CANADA/JAPAN – Remerber all war dead

LET US REMEMBER THE WAR’S DEAD ON ALL SIDES

Tad Mitsui

“We owe it to everyone who perished to say, “Never again.”

I was a child during the second world war in Japan, and I had a simple faith.  Perhaps that’s what sustained me throughout the war.  In June, 1945, I had been evacuated from Tokyo and lived in the fishing port city of Numazu at the foot of Mt. Fuji.  One beautiful day, I was walking home with my friend from school.  The streets were covered by a canopy of fresh green leaves.  The “all-clear” siren had meant that bombers had left the area.  We were happy, kicking stones, fooling around.

Suddenly there was the sound of a bomb falling.  We hit the ground and covered ears, eyes, and the nostrils with our hands as we were all trained to do.  After a  huge shock that shook the ground, silence fell.  When I got up, I didn’t see my friend.  There was only a long piece intestine hanging from a tree branch.  He had been completely blown away.  It was a direct hit.

War is ugly.  No wonder many veterans don’t want to talk about their experiences.  I survived this.  I had my faith but also my nerves were numbed having seen many charred bodies and body-parts.  Death was everywhere.  The dropping of the first atomic bomb on Hiroshima, and the second one on Nagasaki, led to a quick end of the war.  It was a relief, we were exhausted.
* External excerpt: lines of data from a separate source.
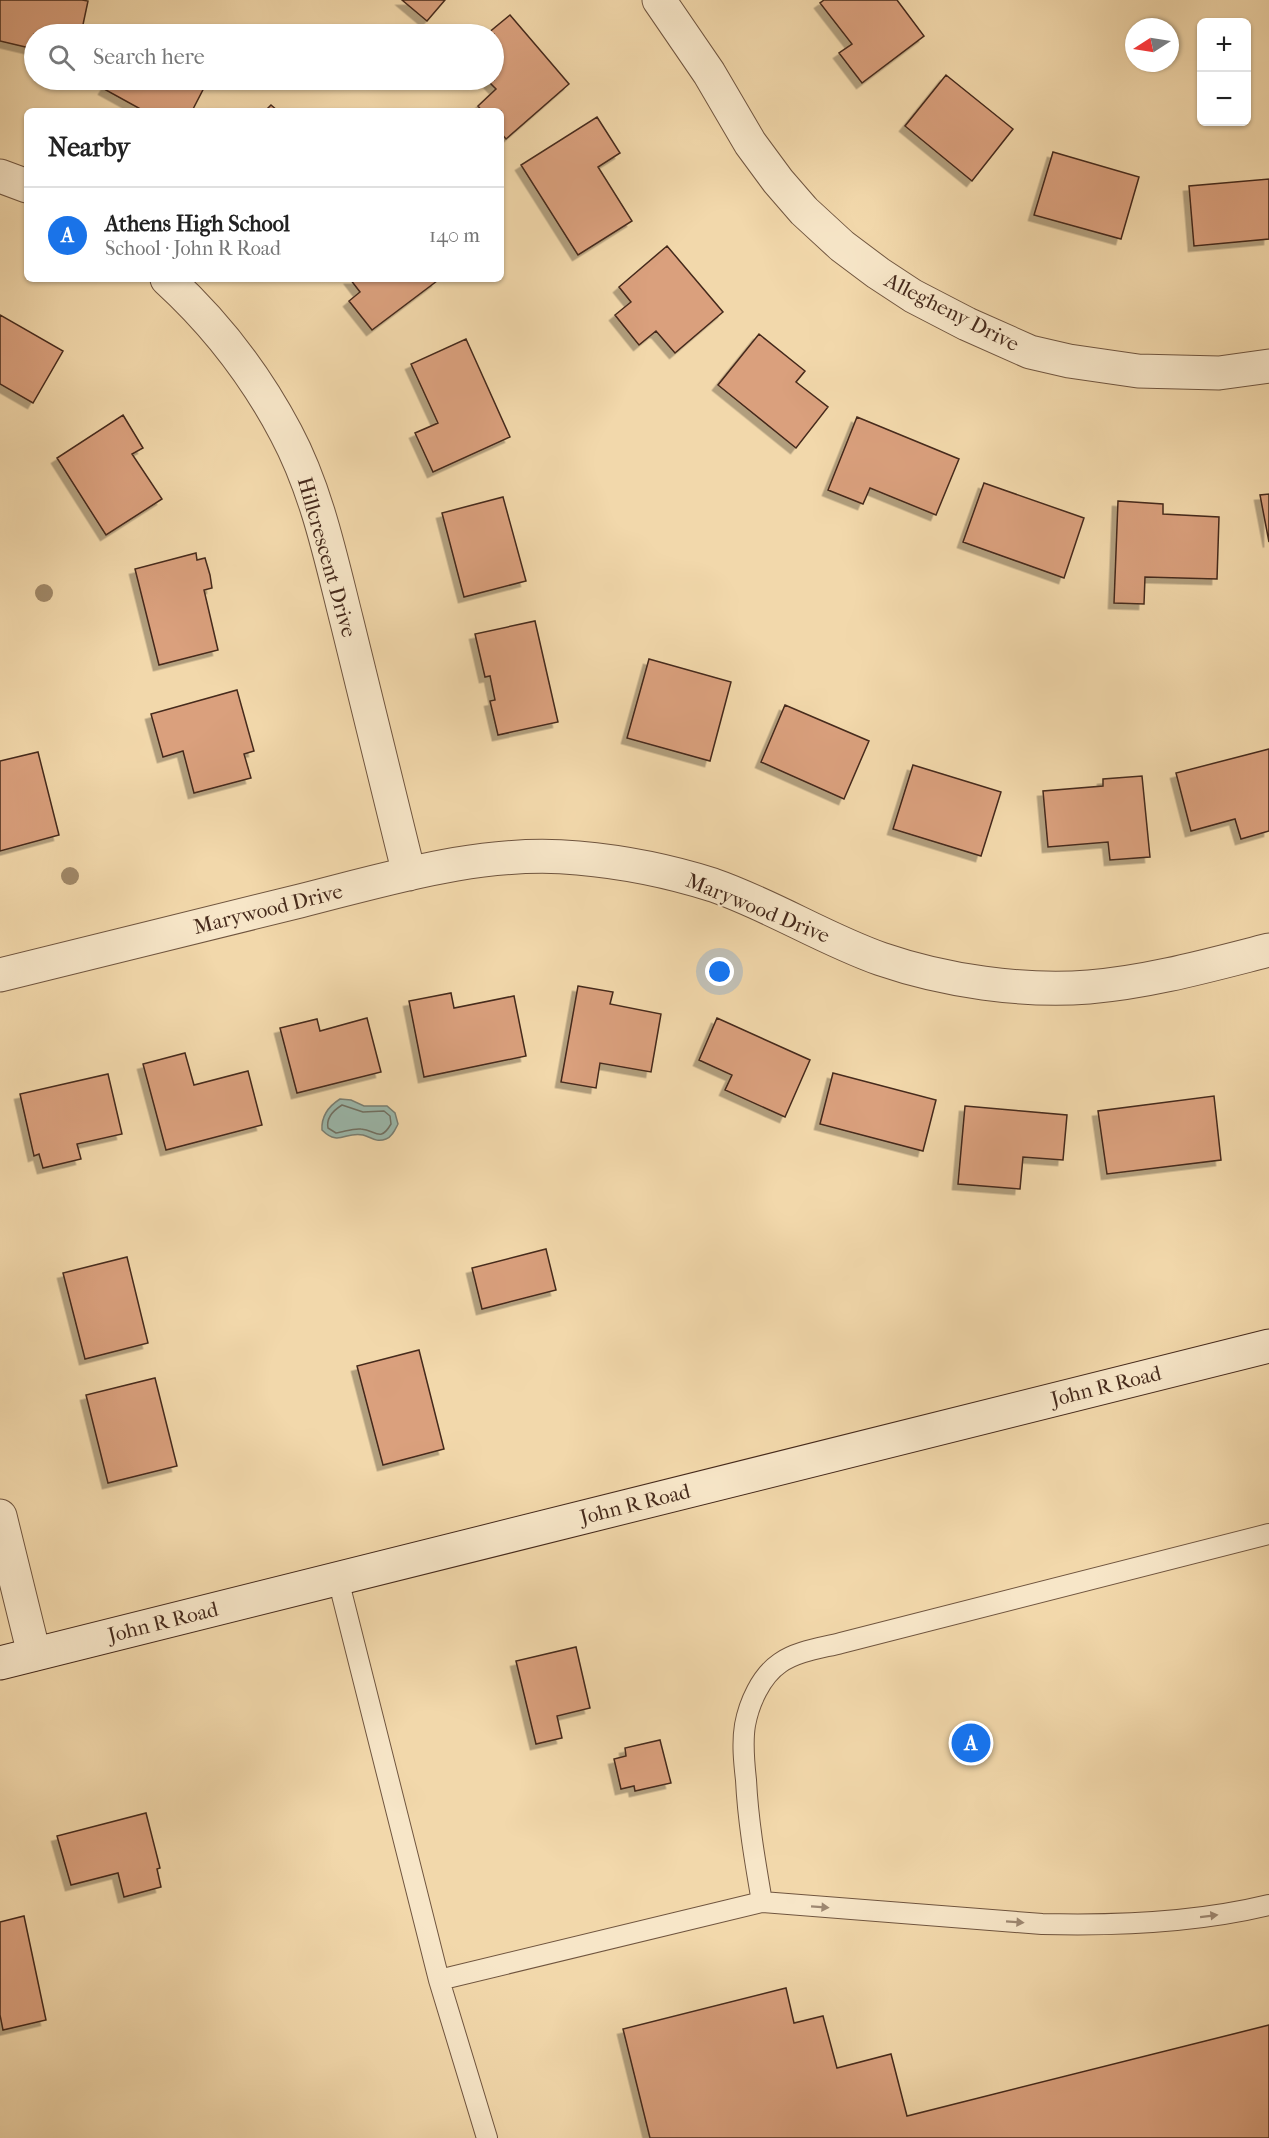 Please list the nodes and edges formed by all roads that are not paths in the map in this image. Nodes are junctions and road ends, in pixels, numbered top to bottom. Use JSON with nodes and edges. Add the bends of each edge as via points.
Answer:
{"nodes":[{"id":1,"x":659,"y":0,"type":"edge"},
{"id":2,"x":0,"y":176,"type":"edge"},
{"id":3,"x":24,"y":185,"type":"edge"},
{"id":4,"x":170,"y":282,"type":"edge"},
{"id":5,"x":1269,"y":366,"type":"edge"},
{"id":6,"x":409,"y":874,"type":"junction"},
{"id":7,"x":1269,"y":951,"type":"edge"},
{"id":8,"x":0,"y":975,"type":"edge"},
{"id":9,"x":1269,"y":1346,"type":"edge"},
{"id":10,"x":0,"y":1516,"type":"edge"},
{"id":11,"x":1269,"y":1534,"type":"edge"},
{"id":12,"x":338,"y":1579,"type":"junction"},
{"id":13,"x":34,"y":1654,"type":"junction"},
{"id":14,"x":0,"y":1663,"type":"edge"},
{"id":15,"x":762,"y":1902,"type":"junction"},
{"id":16,"x":1269,"y":1905,"type":"edge"},
{"id":17,"x":440,"y":1980,"type":"junction"},
{"id":18,"x":487,"y":2138,"type":"edge"}],
"edges":[{"from":1,"to":5,"type":"street","name":"Allegheny Drive","via":[[778,182],[842,246],[913,296],[1030,352],[1069,361],[1149,371],[1219,373]]},
{"from":2,"to":3,"type":"street"},
{"from":4,"to":6,"type":"street","name":"Hillcrescent Drive","via":[[242,363],[286,432],[301,464],[328,544]]},
{"from":6,"to":7,"type":"street","name":"Marywood Drive","via":[[479,860],[526,856],[619,862],[714,886],[881,959],[1011,986],[1090,987],[1176,974]]},
{"from":6,"to":8,"type":"street","name":"Marywood Drive"},
{"from":9,"to":12,"type":"street","name":"John R Road"},
{"from":10,"to":13,"type":"street"},
{"from":11,"to":15,"type":"lane","via":[[841,1643],[780,1663],[757,1692],[744,1731],[748,1815]]},
{"from":12,"to":13,"type":"street","name":"John R Road"},
{"from":12,"to":17,"type":"lane"},
{"from":13,"to":14,"type":"street","name":"John R Road"},
{"from":15,"to":16,"type":"lane","one_way":true,"via":[[1084,1925],[1159,1922]]},
{"from":15,"to":17,"type":"lane"},
{"from":17,"to":18,"type":"lane"}]}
Since coming to Canada in 1957, I have served the United Church.  But I have always felt a tiny apprehension participating in the observance of Remembrance Day, though I believe it to be an important part of ministry.  H have never been able to honour the war dead in my family except in silence, because they died fighting for Japan.  When the vanquished are not included in remembrance, it takes away their dignity as people who mourn them, and a faith that sustained them.  Only by remembering all of the war dead can we mean what we say: that we prayer for peace.

My granduncles Masao and Shiro both died in 1900 in the Ruso-Japan War.  They were my grandmother’s brothers.   Masao, a navy lieutenant, died while leading a fleet of old cargo ships to seal the port of Yingkon (Port Arthur), where the Russian Pacific fleet was based.  He was ordered to scuttle the ships and sink them at the mouth of the port.  But his boat was blown up by a land-based artillery with him on it.  Shiro died of dysentery in a field hospital.  They were twenty-eight and twenty-three respectively.

My uncle Mitsugu was my father’s youngest brother.  He was briefly my Sunday School teacher and was my favourite relative.  He was conscripted and lost in the battle of Guadalcanal in the Solomon Islands in 1944.  He is still missing officially but presumed dead.  Nobody knows whether he died at the sea or lost in the jungle and starved to death.  Only a few in the regiment came home.  He went to war most reluctantly, because he was a pacifist.  He was eighteen.

All those uncles were Christians.  The Mitsuis have been a proud Christian family for four generations, since the late 1980’s when Christianity was till prohibited.  In my family there was no problem fighting Russians, but the World War II was a big problem.  My family was all Methodists, and all women went to the Canadian Methodist schools and my father went to an  American Methodist Seminary in Japan.  The kindergarten I went to was American Methodist, and my favourite teacher was Miss Winifred Draper.  My father became a pacifist.

I believe that war is evil, and all those who died are victims.  Perhaps this is the lesson in Christian pacifism I learned from my father.  The Memorial at the Peace Park in Hiroshima simply says, “Rest in Peace.  We will never repeat the same mistake.”  That pledge should be made to all who lost their lives, regardless of their nationality or loyalty, whether they were soldiersor civilians, men or women, elderly or children.